Cyprus has to date 40 areas in space and has so far issued ten licences, noting that many countries in the world have issued only one license. In this respect, Cyprus is beginning to gain on importance, he said.
The rights granted by ITU to a country do not concern areas in space, only above that country, but anywhere.
Already, he said, there are three satellites in space which use the rights of the Republic of Cyprus, two of them are the Hellas Sat and one is EUTELSAT. The latter, he said, is one of the biggest four organisations in the world with 40 satellites already launched.
Asked about the benefits for Cyprus, he said that to date, Cyprus has an economic benefit of one million euro per year, which, he said, is expected to multiply after the launch of new satellites.
He also said that in addition to the economic benefits, Cyprus gains on prestige and becomes known as a country which is engaged in space technology services.
Noting that in the next 2-3 years more satellites are expected to be launched using the rights of the Republic of Cyprus, he said that “we hope that this sector has a great prospect and will literally flourish.”
As regards earth observation, Komodromos told CNA that Cyprus has a strategic geographic position because it can `see` satellites that are above other continents while ground stations in other European countries cannot be connected.
“Cyprus, being the most southeastern part of Europe, can also see satellites located above Asia and Australia and gather data where other earth stations in Europe have no communication,” he said.
Komodromos said this strategic advantage is increasingly being promoted in order to attract infrastructure to Cyprus from the European Space Agency.
Referring to the MoUs signed recently between Cyprus, Greece and Israel, Komodromos said that they concern the fields of information and communication technologies and space technology. The MoUs were signed during the high level meeting of the three countries that took place in Nicosia.
Noting that Israel was very advanced in space technologies, Komodromos said Cyprus could benefit from that knowledge.
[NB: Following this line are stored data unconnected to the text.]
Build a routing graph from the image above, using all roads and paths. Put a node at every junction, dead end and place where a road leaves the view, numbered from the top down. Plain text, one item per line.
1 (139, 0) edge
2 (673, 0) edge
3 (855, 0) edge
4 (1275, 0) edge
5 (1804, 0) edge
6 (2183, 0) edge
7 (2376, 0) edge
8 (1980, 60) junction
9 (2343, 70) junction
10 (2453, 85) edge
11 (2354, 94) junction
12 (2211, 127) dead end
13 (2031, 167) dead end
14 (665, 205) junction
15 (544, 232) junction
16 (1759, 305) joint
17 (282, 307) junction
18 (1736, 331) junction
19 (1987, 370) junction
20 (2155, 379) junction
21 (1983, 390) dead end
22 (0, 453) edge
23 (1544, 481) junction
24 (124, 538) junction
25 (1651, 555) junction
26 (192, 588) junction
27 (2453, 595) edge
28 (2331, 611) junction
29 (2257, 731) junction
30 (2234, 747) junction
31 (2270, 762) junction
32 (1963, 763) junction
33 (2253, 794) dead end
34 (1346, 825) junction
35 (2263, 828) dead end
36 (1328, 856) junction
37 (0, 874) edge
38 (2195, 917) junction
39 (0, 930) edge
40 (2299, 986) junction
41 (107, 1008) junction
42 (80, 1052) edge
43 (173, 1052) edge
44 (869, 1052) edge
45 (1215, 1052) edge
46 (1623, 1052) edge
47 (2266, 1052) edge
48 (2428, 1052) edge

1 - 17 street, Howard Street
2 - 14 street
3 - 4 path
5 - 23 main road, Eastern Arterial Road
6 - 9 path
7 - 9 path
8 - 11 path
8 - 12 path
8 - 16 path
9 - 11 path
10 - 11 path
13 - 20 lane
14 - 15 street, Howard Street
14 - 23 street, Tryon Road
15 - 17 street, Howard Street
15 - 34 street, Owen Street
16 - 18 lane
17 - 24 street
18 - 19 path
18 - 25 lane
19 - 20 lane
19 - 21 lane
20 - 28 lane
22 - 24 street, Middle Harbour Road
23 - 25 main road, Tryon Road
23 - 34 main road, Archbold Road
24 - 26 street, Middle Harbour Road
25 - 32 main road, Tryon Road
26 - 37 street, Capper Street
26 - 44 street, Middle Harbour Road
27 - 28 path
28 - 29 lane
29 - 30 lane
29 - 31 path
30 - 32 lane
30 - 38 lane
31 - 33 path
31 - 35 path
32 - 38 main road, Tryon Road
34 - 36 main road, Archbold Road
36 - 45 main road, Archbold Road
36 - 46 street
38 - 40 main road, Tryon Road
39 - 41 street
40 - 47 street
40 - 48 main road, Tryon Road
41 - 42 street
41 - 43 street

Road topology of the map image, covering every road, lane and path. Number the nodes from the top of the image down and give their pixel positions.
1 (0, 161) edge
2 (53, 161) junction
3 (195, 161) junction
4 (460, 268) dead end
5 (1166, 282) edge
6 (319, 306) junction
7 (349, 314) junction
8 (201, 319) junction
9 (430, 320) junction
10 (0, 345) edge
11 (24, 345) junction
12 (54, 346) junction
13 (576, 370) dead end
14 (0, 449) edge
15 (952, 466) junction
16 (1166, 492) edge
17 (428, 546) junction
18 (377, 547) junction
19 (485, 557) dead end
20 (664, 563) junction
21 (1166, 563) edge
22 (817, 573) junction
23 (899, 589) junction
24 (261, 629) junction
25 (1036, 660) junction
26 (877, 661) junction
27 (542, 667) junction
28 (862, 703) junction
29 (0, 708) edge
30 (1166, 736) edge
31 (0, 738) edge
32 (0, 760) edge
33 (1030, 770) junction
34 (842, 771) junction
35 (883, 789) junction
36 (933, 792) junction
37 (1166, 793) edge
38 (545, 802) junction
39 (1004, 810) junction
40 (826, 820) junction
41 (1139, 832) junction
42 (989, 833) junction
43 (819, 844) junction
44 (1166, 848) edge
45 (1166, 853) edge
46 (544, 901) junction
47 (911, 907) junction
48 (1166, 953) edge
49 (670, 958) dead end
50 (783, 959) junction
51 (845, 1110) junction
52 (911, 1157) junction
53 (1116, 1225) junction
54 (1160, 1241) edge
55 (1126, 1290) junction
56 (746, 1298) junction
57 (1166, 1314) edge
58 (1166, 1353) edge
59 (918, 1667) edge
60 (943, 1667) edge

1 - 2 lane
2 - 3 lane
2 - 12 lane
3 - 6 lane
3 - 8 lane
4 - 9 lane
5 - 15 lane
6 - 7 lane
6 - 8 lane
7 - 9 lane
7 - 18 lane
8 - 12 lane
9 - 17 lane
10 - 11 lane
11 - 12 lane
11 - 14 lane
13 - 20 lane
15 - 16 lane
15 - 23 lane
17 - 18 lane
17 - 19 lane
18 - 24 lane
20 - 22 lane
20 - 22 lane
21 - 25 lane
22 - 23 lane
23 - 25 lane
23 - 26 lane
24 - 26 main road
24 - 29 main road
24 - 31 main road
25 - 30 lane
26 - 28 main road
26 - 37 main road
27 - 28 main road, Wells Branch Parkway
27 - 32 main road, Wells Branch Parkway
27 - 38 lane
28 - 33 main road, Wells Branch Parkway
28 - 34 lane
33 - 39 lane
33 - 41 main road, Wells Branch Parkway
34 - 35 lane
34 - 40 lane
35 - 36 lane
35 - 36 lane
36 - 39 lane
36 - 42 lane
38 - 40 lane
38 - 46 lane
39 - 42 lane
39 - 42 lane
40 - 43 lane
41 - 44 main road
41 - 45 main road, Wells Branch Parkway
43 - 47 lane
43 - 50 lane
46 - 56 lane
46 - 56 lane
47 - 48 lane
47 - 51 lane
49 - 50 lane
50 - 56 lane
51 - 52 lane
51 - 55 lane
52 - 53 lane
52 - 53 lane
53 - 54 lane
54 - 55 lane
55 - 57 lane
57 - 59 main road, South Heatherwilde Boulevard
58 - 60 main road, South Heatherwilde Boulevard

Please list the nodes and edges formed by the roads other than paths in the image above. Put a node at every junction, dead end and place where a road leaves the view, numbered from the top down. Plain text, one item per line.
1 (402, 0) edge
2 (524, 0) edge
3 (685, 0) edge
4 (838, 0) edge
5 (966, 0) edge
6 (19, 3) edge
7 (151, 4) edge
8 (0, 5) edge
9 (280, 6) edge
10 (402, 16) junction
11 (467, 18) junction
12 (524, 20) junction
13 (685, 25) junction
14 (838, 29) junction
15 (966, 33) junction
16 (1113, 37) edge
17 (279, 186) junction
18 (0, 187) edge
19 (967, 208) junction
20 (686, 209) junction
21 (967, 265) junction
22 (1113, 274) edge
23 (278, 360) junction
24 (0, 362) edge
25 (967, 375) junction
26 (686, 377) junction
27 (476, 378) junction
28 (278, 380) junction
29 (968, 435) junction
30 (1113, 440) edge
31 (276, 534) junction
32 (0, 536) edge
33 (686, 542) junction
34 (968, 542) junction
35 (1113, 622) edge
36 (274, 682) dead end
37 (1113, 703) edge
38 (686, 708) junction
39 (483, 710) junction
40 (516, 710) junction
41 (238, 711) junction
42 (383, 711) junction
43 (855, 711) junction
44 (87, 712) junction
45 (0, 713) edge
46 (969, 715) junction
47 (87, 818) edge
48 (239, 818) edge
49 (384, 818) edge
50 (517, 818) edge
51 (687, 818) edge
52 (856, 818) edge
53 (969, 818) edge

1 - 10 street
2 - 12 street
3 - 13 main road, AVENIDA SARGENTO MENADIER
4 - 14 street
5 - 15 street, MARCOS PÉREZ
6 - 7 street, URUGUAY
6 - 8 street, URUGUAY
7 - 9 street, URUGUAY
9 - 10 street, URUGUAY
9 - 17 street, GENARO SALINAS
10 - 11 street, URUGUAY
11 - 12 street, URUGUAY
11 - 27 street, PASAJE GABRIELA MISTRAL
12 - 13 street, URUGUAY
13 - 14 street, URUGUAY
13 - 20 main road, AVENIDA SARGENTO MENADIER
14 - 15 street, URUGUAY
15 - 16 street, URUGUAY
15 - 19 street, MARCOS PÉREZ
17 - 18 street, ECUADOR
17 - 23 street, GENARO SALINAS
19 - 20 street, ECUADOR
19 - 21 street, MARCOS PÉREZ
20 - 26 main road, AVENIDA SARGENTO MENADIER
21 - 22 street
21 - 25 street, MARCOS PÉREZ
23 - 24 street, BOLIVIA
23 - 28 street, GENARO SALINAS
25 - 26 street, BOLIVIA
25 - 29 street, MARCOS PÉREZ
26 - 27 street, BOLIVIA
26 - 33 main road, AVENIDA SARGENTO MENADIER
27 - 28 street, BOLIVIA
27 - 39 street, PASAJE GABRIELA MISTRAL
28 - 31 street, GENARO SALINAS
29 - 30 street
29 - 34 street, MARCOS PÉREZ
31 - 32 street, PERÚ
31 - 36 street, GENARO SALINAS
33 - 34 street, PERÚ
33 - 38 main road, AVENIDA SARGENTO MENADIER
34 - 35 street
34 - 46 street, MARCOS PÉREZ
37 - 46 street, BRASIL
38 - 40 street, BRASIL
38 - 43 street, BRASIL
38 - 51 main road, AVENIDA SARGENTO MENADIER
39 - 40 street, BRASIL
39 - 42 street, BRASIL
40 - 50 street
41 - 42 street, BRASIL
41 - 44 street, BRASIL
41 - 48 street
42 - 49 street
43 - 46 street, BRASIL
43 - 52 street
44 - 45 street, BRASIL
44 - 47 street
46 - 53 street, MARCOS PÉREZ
The next step, he said, is for the three countries to set up teams to identify areas on which they could work for the benefit of all three countries.
He recalled that Cyprus is one step away from full membership in the European Space Agency. Komodromos said Cypriots were very interested in participating in ESA competitions and had submitted 28 proposals.
Only seven proposals will be funded, while ten proposals were eligible for funding.